TASK MATERIAL section start

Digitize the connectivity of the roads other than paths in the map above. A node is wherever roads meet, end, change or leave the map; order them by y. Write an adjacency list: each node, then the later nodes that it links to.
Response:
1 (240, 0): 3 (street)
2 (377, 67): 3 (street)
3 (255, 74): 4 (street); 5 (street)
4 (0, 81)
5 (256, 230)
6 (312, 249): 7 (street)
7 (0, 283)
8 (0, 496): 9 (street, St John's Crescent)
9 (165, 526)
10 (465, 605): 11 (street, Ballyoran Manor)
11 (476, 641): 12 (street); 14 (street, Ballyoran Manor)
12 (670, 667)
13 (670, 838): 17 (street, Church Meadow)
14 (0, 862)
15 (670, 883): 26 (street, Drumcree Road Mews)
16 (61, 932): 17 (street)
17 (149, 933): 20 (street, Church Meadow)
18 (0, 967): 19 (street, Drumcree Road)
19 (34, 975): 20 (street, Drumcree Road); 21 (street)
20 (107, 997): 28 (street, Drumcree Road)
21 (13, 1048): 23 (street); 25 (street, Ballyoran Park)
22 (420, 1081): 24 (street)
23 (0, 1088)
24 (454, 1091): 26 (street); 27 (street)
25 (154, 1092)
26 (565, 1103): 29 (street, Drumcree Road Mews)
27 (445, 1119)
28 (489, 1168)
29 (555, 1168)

TASK MATERIAL section end

# [EXERCISE DESCRIPTION]
Down to the last line, return the data above exactly.

# [ANSWER SECTION]
Digitize the connectivity of the roads other than paths in the map above. A node is wherever roads meet, end, change or leave the map; order them by y. Write an adjacency list: each node, then the later nodes that it links to.
Response:
1 (240, 0): 3 (street)
2 (377, 67): 3 (street)
3 (255, 74): 4 (street); 5 (street)
4 (0, 81)
5 (256, 230)
6 (312, 249): 7 (street)
7 (0, 283)
8 (0, 496): 9 (street, St John's Crescent)
9 (165, 526)
10 (465, 605): 11 (street, Ballyoran Manor)
11 (476, 641): 12 (street); 14 (street, Ballyoran Manor)
12 (670, 667)
13 (670, 838): 17 (street, Church Meadow)
14 (0, 862)
15 (670, 883): 26 (street, Drumcree Road Mews)
16 (61, 932): 17 (street)
17 (149, 933): 20 (street, Church Meadow)
18 (0, 967): 19 (street, Drumcree Road)
19 (34, 975): 20 (street, Drumcree Road); 21 (street)
20 (107, 997): 28 (street, Drumcree Road)
21 (13, 1048): 23 (street); 25 (street, Ballyoran Park)
22 (420, 1081): 24 (street)
23 (0, 1088)
24 (454, 1091): 26 (street); 27 (street)
25 (154, 1092)
26 (565, 1103): 29 (street, Drumcree Road Mews)
27 (445, 1119)
28 (489, 1168)
29 (555, 1168)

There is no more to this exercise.